5. Il a ensuite soulevé la question des renforcements par les troupes canadiennes et a admis qu’il avait eu des doutes, même des peurs, sur les intentions canadiennes à la suite des références du PM sur « l’utilisation de la force ». J’en conclus que l’ambassade égyptienne à Ottawa ne le tient pas particulièrement bien informé par télégramme des débats importants. En réponse à ma question, il a dit qu’il avait étudié toutes les références importantes dans nos débats par les différents rapports des agences de presse.

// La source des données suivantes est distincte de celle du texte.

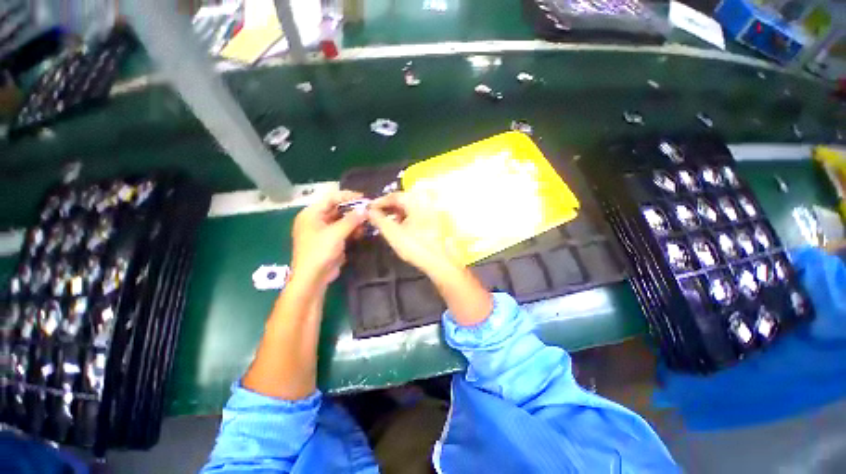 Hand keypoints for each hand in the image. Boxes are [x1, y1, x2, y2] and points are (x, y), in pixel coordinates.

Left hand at [290, 190, 365, 287]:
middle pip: (337, 209)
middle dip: (353, 210)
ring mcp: (323, 231)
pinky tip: (362, 232)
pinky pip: (343, 231)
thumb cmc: (320, 251)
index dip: (348, 197)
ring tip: (367, 222)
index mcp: (311, 214)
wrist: (313, 278)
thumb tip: (365, 209)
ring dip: (354, 221)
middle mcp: (316, 220)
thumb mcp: (336, 233)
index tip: (364, 198)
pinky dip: (352, 230)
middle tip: (369, 211)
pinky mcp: (330, 241)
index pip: (331, 198)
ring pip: (341, 221)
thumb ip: (351, 220)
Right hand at [369, 191, 492, 324]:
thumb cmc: (415, 246)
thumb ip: (379, 220)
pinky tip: (400, 227)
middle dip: (387, 208)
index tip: (368, 209)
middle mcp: (425, 201)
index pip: (394, 195)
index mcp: (416, 201)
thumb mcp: (393, 233)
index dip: (379, 202)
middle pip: (402, 200)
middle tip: (375, 216)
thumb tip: (369, 210)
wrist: (439, 262)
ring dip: (396, 213)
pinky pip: (416, 213)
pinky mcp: (434, 220)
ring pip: (409, 207)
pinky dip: (406, 217)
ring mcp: (431, 210)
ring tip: (385, 222)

6. Au sujet de ses plaintes sur la presse étrangère, j’ai dit être assez d’accord et que nous avions nous-mêmes été la cible de campagnes de presse assez féroces. Je lui ai montré une copie que j’avais apportée de la revue de presse égyptienne préparée par notre bureau, soulignant les récents commentaires de la presse (12 mars) sur le Canada et le contingent canadien. J’ai mis l’accent sur l’éditorial dans le Al Gomhouriya, qui proférait des attaques extravagantes sur de présumées ambitions « impérialistes » canadiennes, sur la foi d'hypothèses selon lesquelles nos troupes avaient pris le pouvoir à Gaza, vraisemblablement notre premier pas vers son « internationalisation », ce qui expliquait les tirs. Bien que je comprenne qu’il ne pouvait être tenu responsable de tout ce qui se publiait dans la presse, je lui ai dit qu’il devait néanmoins être d’accord que de telles remarques extravagantes et irresponsables devaient être rapportées à Ottawa et qu’elles n’aideraient pas les Canadiens à tendre une oreille bienveillante à l’égard de l’Égypte. J’ai dit que ce qui était encore plus important était que nos troupes ici devaient être de plus en plus irritées par cette campagne et que cela pouvait avoir un effet dévastateur sur leur moral. Il a acquiescé de tout cœur à cette dernière remarque.

7. J’ai ensuite pensé qu’il serait approprié de demander s’il serait d’accord pour faire une déclaration qui pourrait aider à corriger certaines impressions et s’il serait prêt à confirmer publiquement l’excellente performance de nos troupes ici. J’ai mentionné [Jack] Brayley, le représentant de la Presse canadienne ici, qui n’arrivait pas à obtenir une entrevue avec lui par l’intermédiaire du bureau de presse, en rajoutant qu’une entrevue pourrait aider à lever certains obstacles à la source des incompréhensions dans les relations entre l'Égypte et le Canada. Il a accepté de donner une telle entrevue dans les prochains jours. Il a ajouté qu’il connaissait un peu les états de service du Canada en matière de relations étrangères et qu’il avait cru que notre politique était vouée à la paix et aux relations amicales avec tous ceux qui voulaient lui rendre la pareille. Il était heureux que certaines fausses impressions aient été élucidées et il espérait que des relations amicales pourraient exister entre nous comme il en existe entre deux états libres et égaux qui n'ont aucun dessein l'un sur l'autre.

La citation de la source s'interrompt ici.